Like it or not, dispatching and dispensing agenda items, no matter how they got there or by whom or from where, is the “business” we’re in for the duration – preferably executed professionally with excellence.  But sending a cobbler – not to mention a reluctant, disinterested novice or untested “whatever” insouciant – to do a tailor’s job just won’t cut it. 

In the course of events, we’re called upon to wear many different hats.  These may variously include: sales, service and maintenance, customer service, writing, accounting, healthcare, food services, environmental services/housekeeping, entertainment, social services, research, performance analysis, problem-solving, organization/administration, inventory, computer skills and services, report preparation, counseling, construction/renovation, fabrication, editing, fashion/design/decorating, hosting, lawn & garden services, purchasing, etc. 

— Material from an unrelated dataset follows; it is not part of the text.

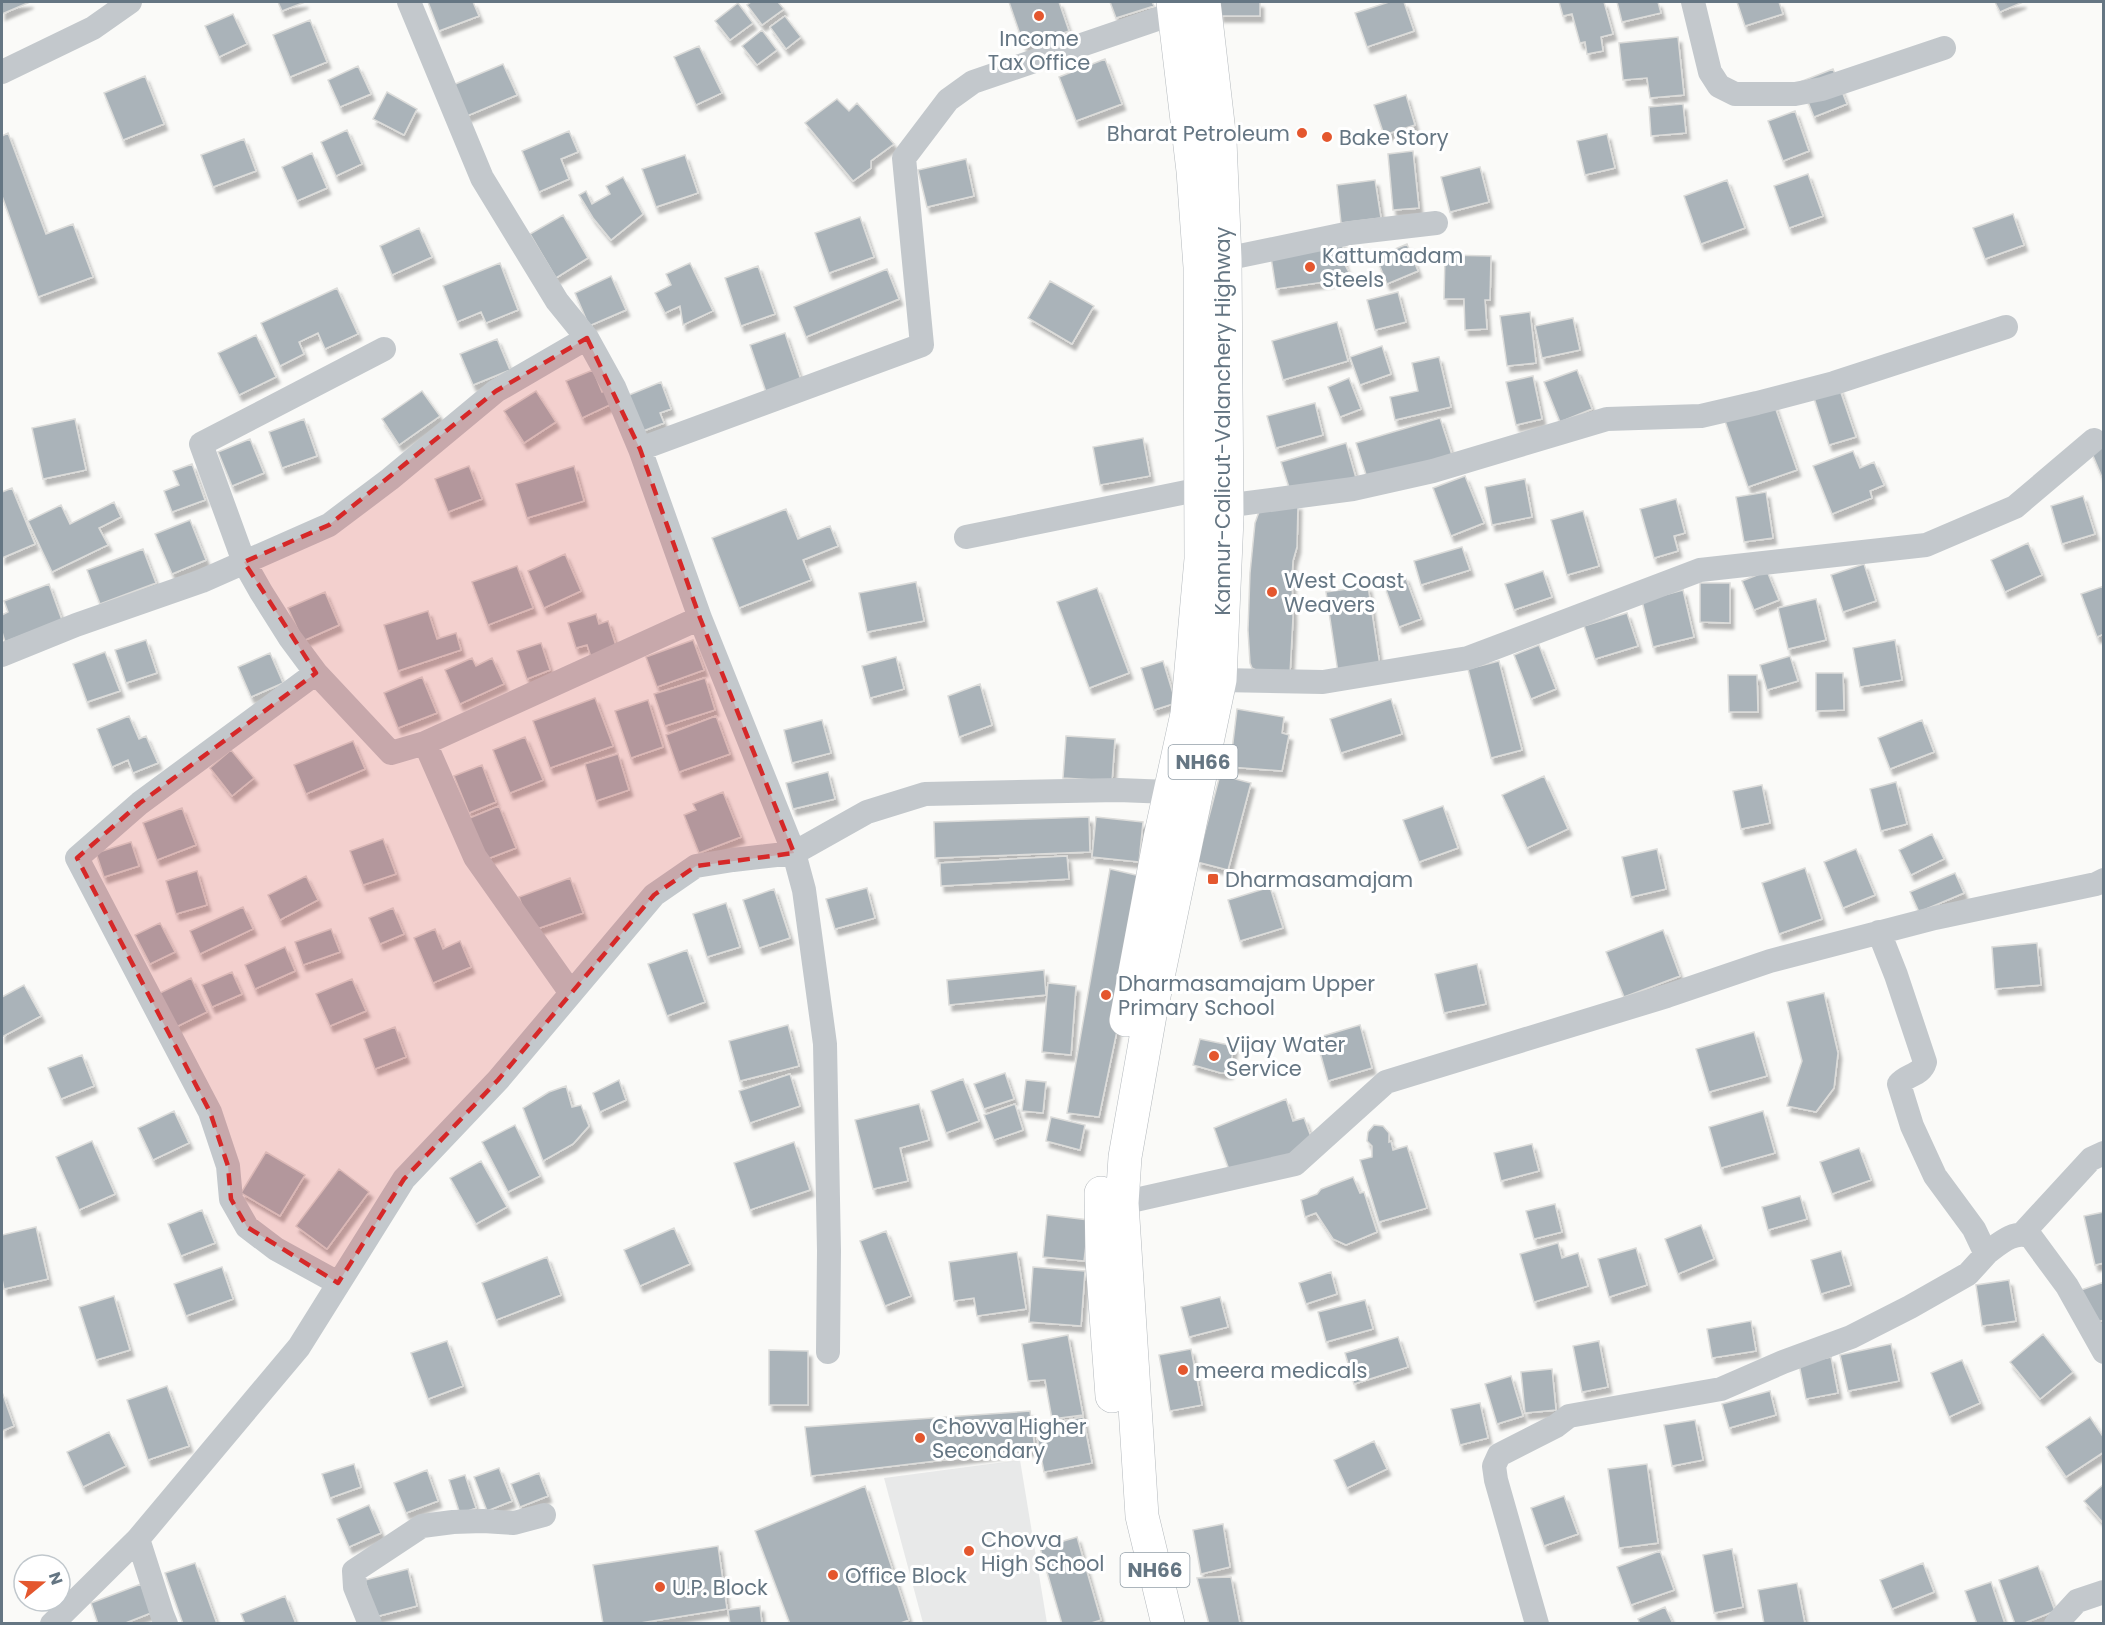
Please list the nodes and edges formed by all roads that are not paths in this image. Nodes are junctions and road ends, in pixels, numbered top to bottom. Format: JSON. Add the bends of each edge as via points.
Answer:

Here’s today’s suggestion:  In the moment you need to be a writing professional, put on the writing professional’s hat and BE a writing professional.  In the moment you need to do math, put on the mathematician’s hat and BE a mathematician.   And how about the collar, raincoat, shoes … and maybe even the belt and suspenders!  The Smothers Brothers probably said it best:  
“My old man’s a sailor:
Whatta you think about that?
He wears a sailor’s collar,
And he wears a sailor’s hat.
He wears a sailor’s raincoat,
He wears a sailor’s shoes,
And every Saturday evening
He reads the Sunday news.
And some day, if I can …
I’m going to be a sailor,
Just the same as my old man.
“My Old Man”
Oscar Brand, Hollis Music, Inc.
“The Funny Side of the Smothers Brothers (think ethnic)”

At the very least, wear the hat.

BE the professional you need to be for whatever it is you need to be doing, and do it with excellence.”            Quartermaster

1 comment:

  1. In the moment you need to be a career researcher/job candidate/ex-employee, you move on to wear that hat too.